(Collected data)

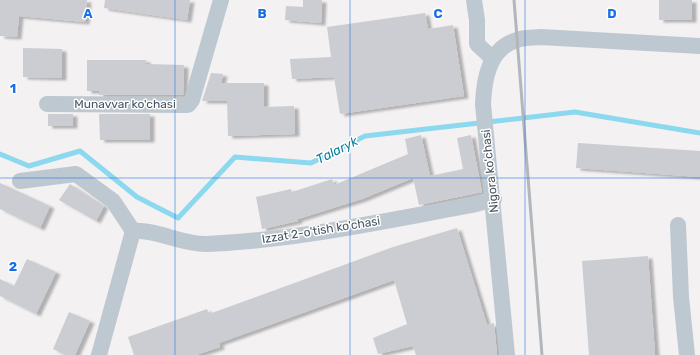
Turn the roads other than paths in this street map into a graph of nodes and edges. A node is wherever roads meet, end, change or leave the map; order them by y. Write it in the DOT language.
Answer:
graph roads {
  1 [pos="221,0"];
  2 [pos="474,0"];
  3 [pos="700,46"];
  4 [pos="493,60"];
  5 [pos="47,104"];
  6 [pos="20,181"];
  7 [pos="494,199"];
  8 [pos="678,224"];
  9 [pos="133,231"];
  10 [pos="98,355"];
  11 [pos="507,355"];
  12 [pos="688,355"];
  1 -- 5 [label="street, Munavvar ko'chasi"];
  2 -- 4 [label="street"];
  3 -- 4 [label="street, Nigora ko'chasi"];
  4 -- 7 [label="street, Nigora ko'chasi"];
  6 -- 9 [label="street"];
  7 -- 9 [label="street, Izzat 2-o'tish ko'chasi"];
  7 -- 11 [label="street, Nigora ko'chasi"];
  8 -- 12 [label="street"];
  9 -- 10 [label="street"];
}
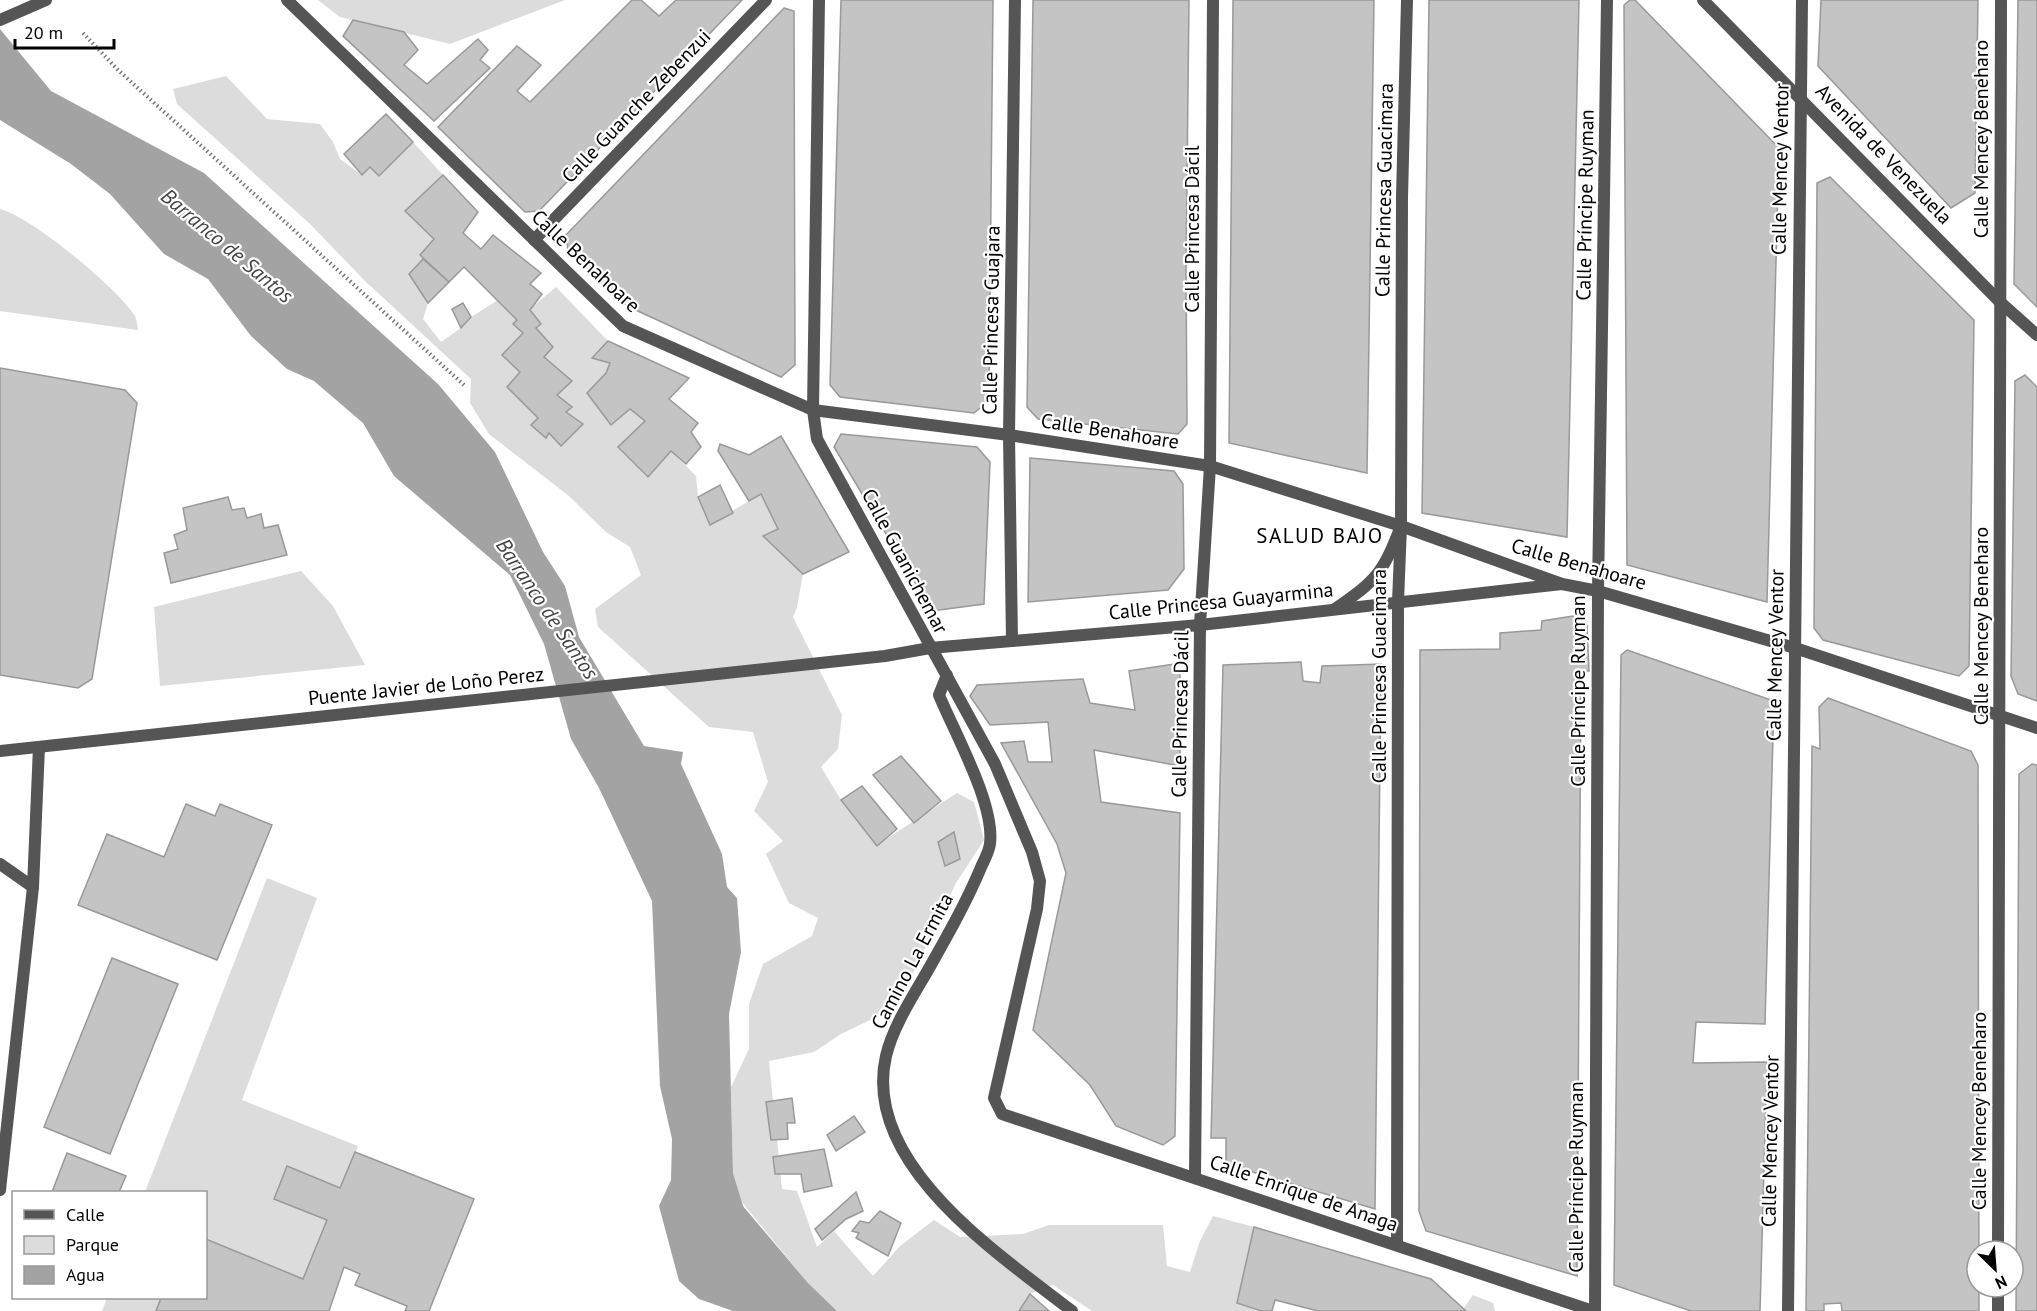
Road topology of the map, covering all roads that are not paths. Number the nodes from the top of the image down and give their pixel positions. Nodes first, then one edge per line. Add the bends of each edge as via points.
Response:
1 (46, 0) edge
2 (287, 0) edge
3 (766, 0) edge
4 (819, 0) edge
5 (1015, 0) edge
6 (1213, 0) edge
7 (1407, 0) edge
8 (1607, 0) edge
9 (1703, 0) edge
10 (1802, 0) edge
11 (2001, 0) edge
12 (0, 20) edge
13 (1800, 96) junction
14 (534, 240) junction
15 (2000, 302) junction
16 (2037, 335) edge
17 (813, 410) junction
18 (1009, 435) junction
19 (1210, 466) junction
20 (1401, 526) junction
21 (1562, 584) junction
22 (1598, 591) junction
23 (1398, 602) junction
24 (1334, 609) junction
25 (1200, 625) junction
26 (1012, 641) junction
27 (930, 648) junction
28 (1795, 648) junction
29 (885, 656) joint
30 (947, 675) junction
31 (2001, 717) junction
32 (2037, 728) edge
33 (39, 747) junction
34 (0, 751) edge
35 (0, 864) edge
36 (33, 887) junction
37 (1002, 1114) joint
38 (1195, 1178) junction
39 (0, 1190) edge
40 (1998, 1239) edge
41 (1397, 1245) junction
42 (1072, 1311) edge
43 (1594, 1311) edge
44 (1788, 1311) edge

1 - 12 street
2 - 14 street, Calle Benahoare
3 - 14 street, Calle Guanche Zebenzui
4 - 17 street, Calle Guanichemar
5 - 18 street, Calle Princesa Guajara
6 - 19 street, Calle Princesa Dácil
7 - 20 street, Calle Princesa Guacimara
8 - 22 street, Calle Príncipe Ruyman
9 - 13 street, Avenida de Venezuela
10 - 13 street, Calle Mencey Ventor
11 - 15 street, Calle Mencey Beneharo
13 - 15 street, Avenida de Venezuela
13 - 28 street, Calle Mencey Ventor
14 - 17 street, Calle Benahoare via 623,326
15 - 16 street, Avenida de Venezuela
15 - 31 street, Calle Mencey Beneharo
17 - 18 street, Calle Benahoare
17 - 27 street, Calle Guanichemar via 817,440
18 - 19 street, Calle Benahoare
18 - 26 street, Calle Princesa Guajara
19 - 20 street, Calle Benahoare
19 - 25 street, Calle Princesa Dácil
20 - 21 street, Calle Benahoare
20 - 23 street, Calle Princesa Guacimara
20 - 24 street via 1370,585
21 - 22 street, Calle Benahoare
21 - 23 street, Calle Princesa Guayarmina
22 - 28 street, Calle Benahoare
22 - 43 street, Calle Príncipe Ruyman
23 - 24 street, Calle Princesa Guayarmina
23 - 41 street, Calle Princesa Guacimara
24 - 25 street, Calle Princesa Guayarmina
25 - 26 street, Calle Princesa Guayarmina
25 - 38 street, Calle Princesa Dácil
26 - 27 street, Calle Princesa Guayarmina
27 - 29 street, Calle Princesa Guayarmina
27 - 30 street, Calle Guanichemar
28 - 31 street, Calle Benahoare
28 - 44 street, Calle Mencey Ventor
29 - 33 street, Puente Javier de Loño Perez
30 - 37 street, Calle Guanichemar via 995,764 1040,881 994,1098
30 - 42 street, Camino La Ermita via 939,695 988,811 990,845 972,890 896,1028 886,1056 883,1088 890,1122 903,1152 925,1180 981,1240
31 - 32 street, Calle Benahoare
31 - 40 street, Calle Mencey Beneharo
33 - 34 street, Puente Javier de Loño Perez
33 - 36 street
35 - 36 street
36 - 39 street
37 - 38 street, Calle Enrique de Anaga
38 - 41 street, Calle Enrique de Anaga
41 - 43 street, Calle Enrique de Anaga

**Task details:**
Which lines of the entries above contain the word "Venezuela"? Copy each of them.

**Problem solution:**
9 - 13 street, Avenida de Venezuela
13 - 15 street, Avenida de Venezuela
15 - 16 street, Avenida de Venezuela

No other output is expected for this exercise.